Decoding binary node labels from censored edge measurements: Phase transition and efficient recovery

We consider the problem of clustering a graph $G$ into two communities by observing a subset of the vertex correlations. Specifically, we consider the inverse problem with observed variables $Y=B_G x \oplus Z$, where $B_G$ is the incidence matrix of a graph $G$, $x$ is the vector of unknown vertex variables (with a uniform prior) and $Z$ is a noise vector with Bernoulli$(\varepsilon)$ i.i.d. entries. All variables and operations are Boolean. This model is motivated by coding, synchronization, and community detection problems. In particular, it corresponds to a stochastic block model or a correlation clustering problem with two communities and censored edges.
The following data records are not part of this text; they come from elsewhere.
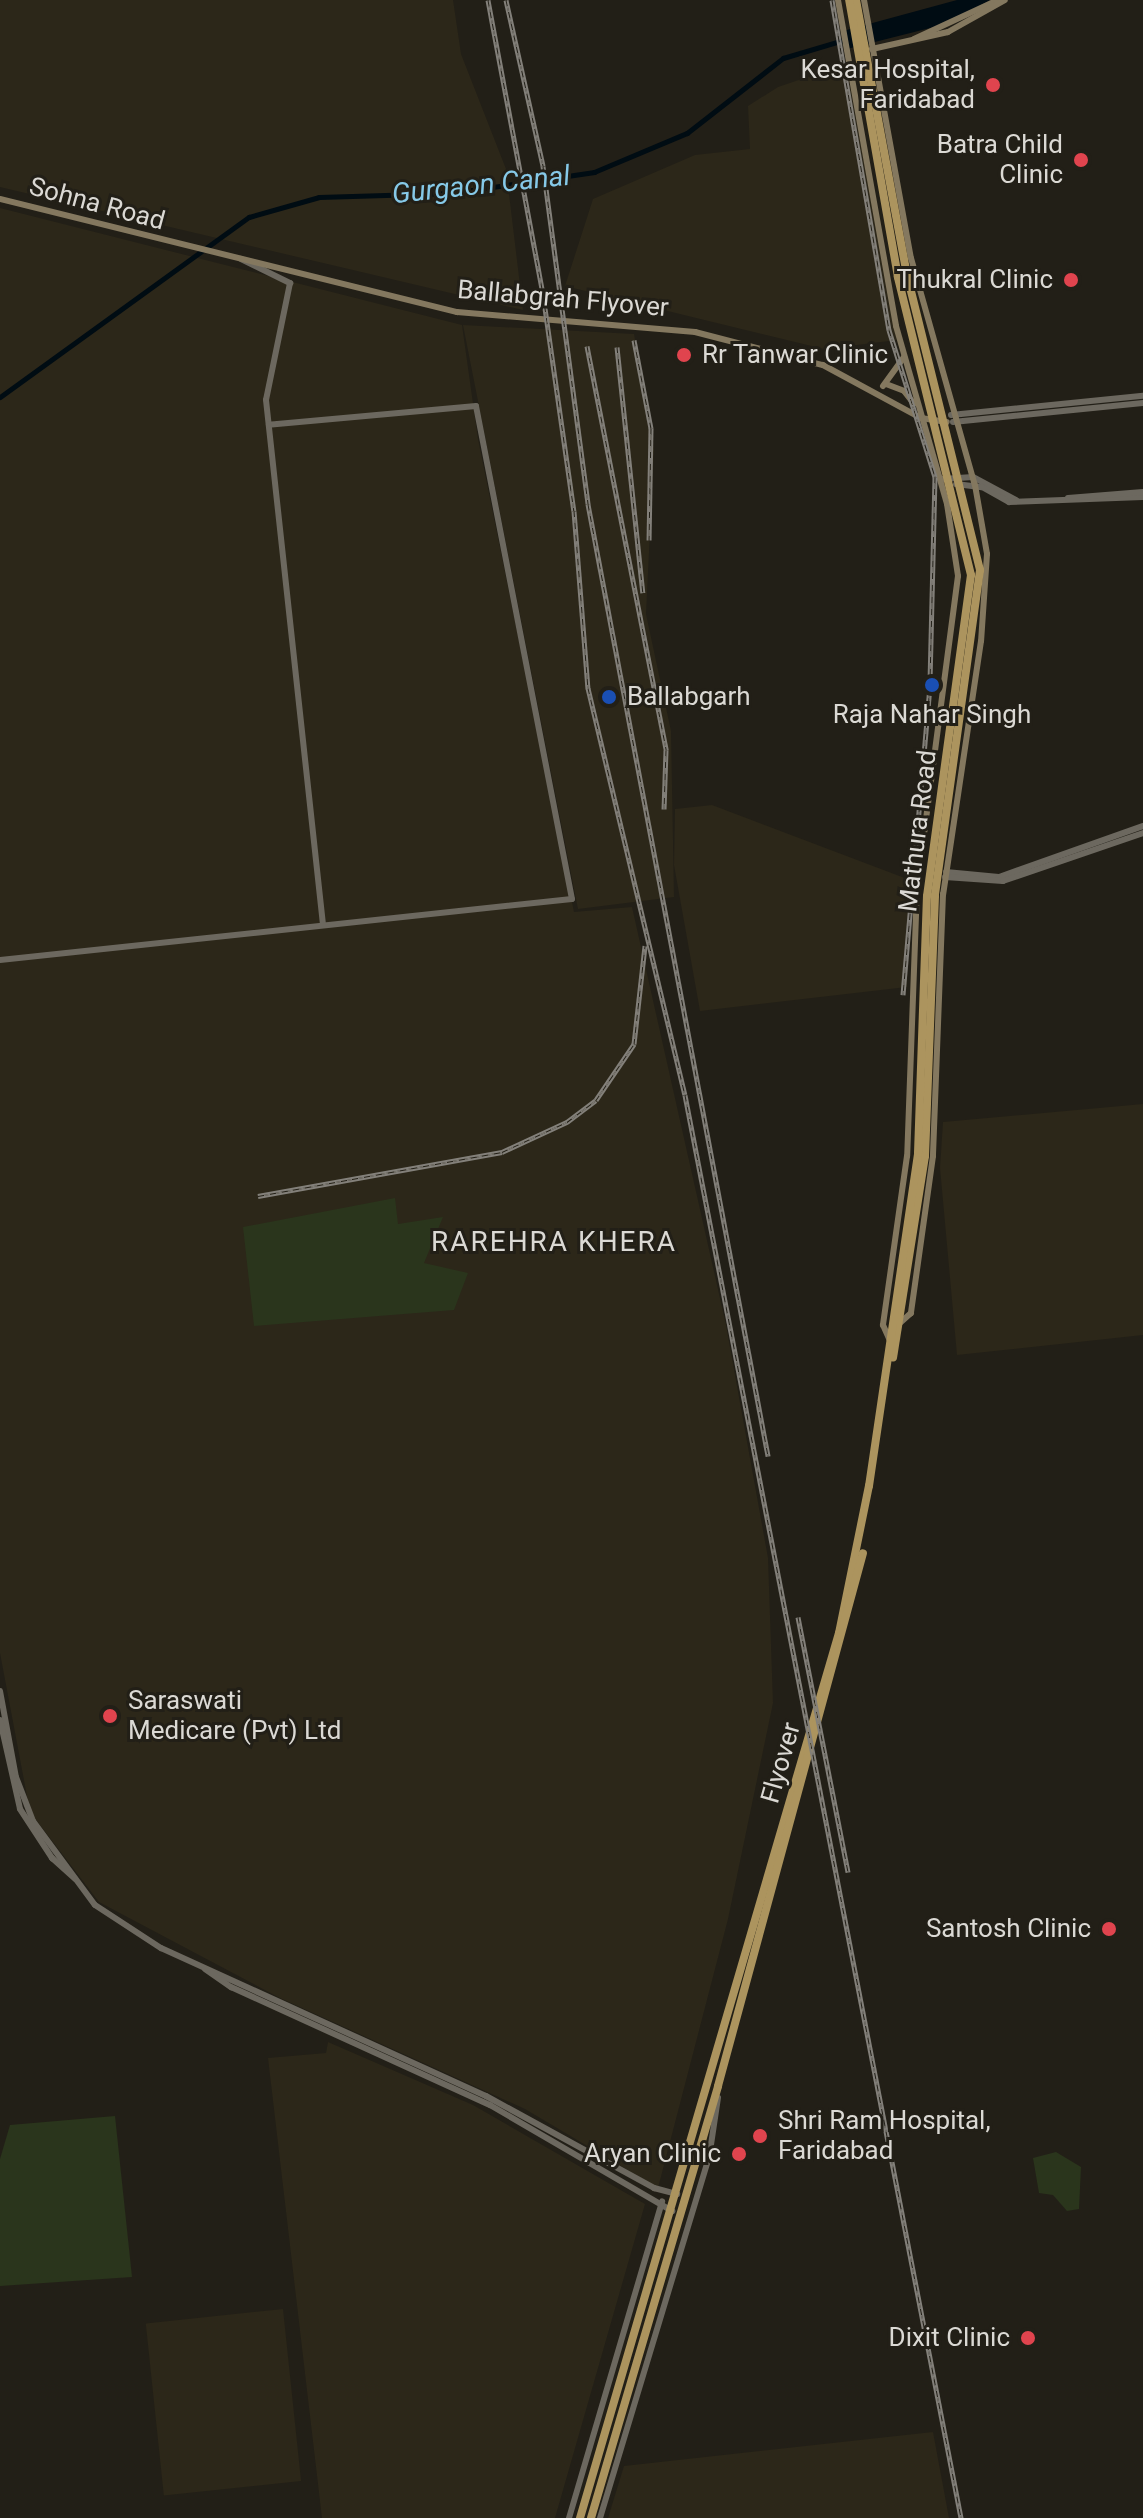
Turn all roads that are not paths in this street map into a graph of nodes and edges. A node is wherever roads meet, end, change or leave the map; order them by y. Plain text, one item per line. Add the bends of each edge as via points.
1 (838, 0) edge
2 (849, 0) edge
3 (856, 0) edge
4 (864, 0) edge
5 (998, 0) edge
6 (1005, 0) edge
7 (861, 24) junction
8 (914, 39) junction
9 (866, 48) junction
10 (0, 199) edge
11 (211, 254) joint
12 (240, 258) junction
13 (904, 357) junction
14 (886, 384) junction
15 (944, 389) junction
16 (876, 390) junction
17 (915, 396) junction
18 (1143, 396) edge
19 (1143, 403) edge
20 (918, 415) junction
21 (952, 418) junction
22 (269, 425) junction
23 (961, 443) junction
24 (931, 451) junction
25 (974, 481) junction
26 (940, 482) junction
27 (1143, 495) edge
28 (1143, 826) edge
29 (1134, 833) junction
30 (1143, 833) edge
31 (945, 875) junction
32 (323, 925) junction
33 (930, 934) junction
34 (0, 960) edge
35 (936, 1116) junction
36 (909, 1117) junction
37 (923, 1119) junction
38 (927, 1170) junction
39 (898, 1335) joint
40 (891, 1349) junction
41 (0, 1691) edge
42 (0, 1720) edge
43 (75, 1879) junction
44 (716, 2082) junction
45 (649, 2189) junction
46 (678, 2190) junction
47 (662, 2201) junction
48 (672, 2211) junction
49 (569, 2518) edge
50 (580, 2518) edge
51 (591, 2518) edge
52 (600, 2518) edge

1 - 13 main road
2 - 7 highway, Mathura Road
3 - 7 highway, Mathura Road
4 - 7 main road, Mathura Road
5 - 8 main road
6 - 8 main road via 954,29
7 - 9 highway, Mathura Road
7 - 9 main road
8 - 9 main road
9 - 15 main road
9 - 33 highway, Mathura Road via 922,381 962,518 971,575
9 - 33 highway, Mathura Road via 932,378 980,570
10 - 11 main road, Sohna Road
11 - 12 main road, Ballabgrah Flyover
12 - 16 main road, Ballabgrah Flyover via 457,312 679,328 823,365
12 - 22 street via 290,283 267,389
13 - 14 main road
13 - 17 main road
14 - 16 main road
14 - 20 main road via 904,391
15 - 17 main road
15 - 21 main road
16 - 20 main road, Ballabgrah Flyover
17 - 20 main road
18 - 21 street
19 - 21 street
20 - 21 main road
20 - 24 main road
21 - 23 main road
22 - 32 street
22 - 32 street via 476,406 573,895 568,901
23 - 24 main road
23 - 25 main road
24 - 26 main road
25 - 26 street
25 - 27 street via 1010,498
25 - 31 main road via 988,586
26 - 36 main road via 958,588 917,888
28 - 29 street
29 - 30 street
29 - 31 street via 999,877
31 - 35 main road
32 - 34 street
33 - 37 highway, Mathura Road
35 - 37 highway
35 - 38 main road
36 - 37 highway
36 - 40 main road via 883,1325
37 - 38 highway, Mathura Road
37 - 40 highway, Mathura Road
38 - 39 highway, Mathura Road
39 - 40 highway, Flyover
40 - 44 highway, Flyover via 854,1599
41 - 43 street via 24,1800
42 - 43 street via 20,1809 52,1858
43 - 45 street via 95,1905 231,1987 490,2105
44 - 46 highway, Flyover
44 - 51 highway
44 - 52 street via 711,2153
45 - 46 street
45 - 47 street
46 - 48 highway, Flyover
47 - 48 street
47 - 49 street
48 - 50 highway, Flyover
Without noise, exact recovery (up to global flip) of $x$ is possible if and only the graph $G$ is connected, with a sharp threshold at the edge probability $\log(n)/n$ for Erdős-Rényi random graphs. The first goal of this paper is to determine how the edge probability $p$ needs to scale to allow exact recovery in the presence of noise. Defining the degree (oversampling) rate of the graph by $α=np/\log(n)$, it is shown that exact recovery is possible if and only if $α>2/(1-2\varepsilon)^2+ o(1/(1-2\varepsilon)^2)$. In other words, $2/(1-2\varepsilon)^2$ is the information theoretic threshold for exact recovery at low-SNR. In addition, an efficient recovery algorithm based on semidefinite programming is proposed and shown to succeed in the threshold regime up to twice the optimal rate. For a deterministic graph $G$, defining the degree rate as $α=d/\log(n)$, where $d$ is the minimum degree of the graph, it is shown that the proposed method achieves the rate $α> 4((1+λ)/(1-λ)^2)/(1-2\varepsilon)^2+ o(1/(1-2\varepsilon)^2)$, where $1-λ$ is the spectral gap of the graph $G$.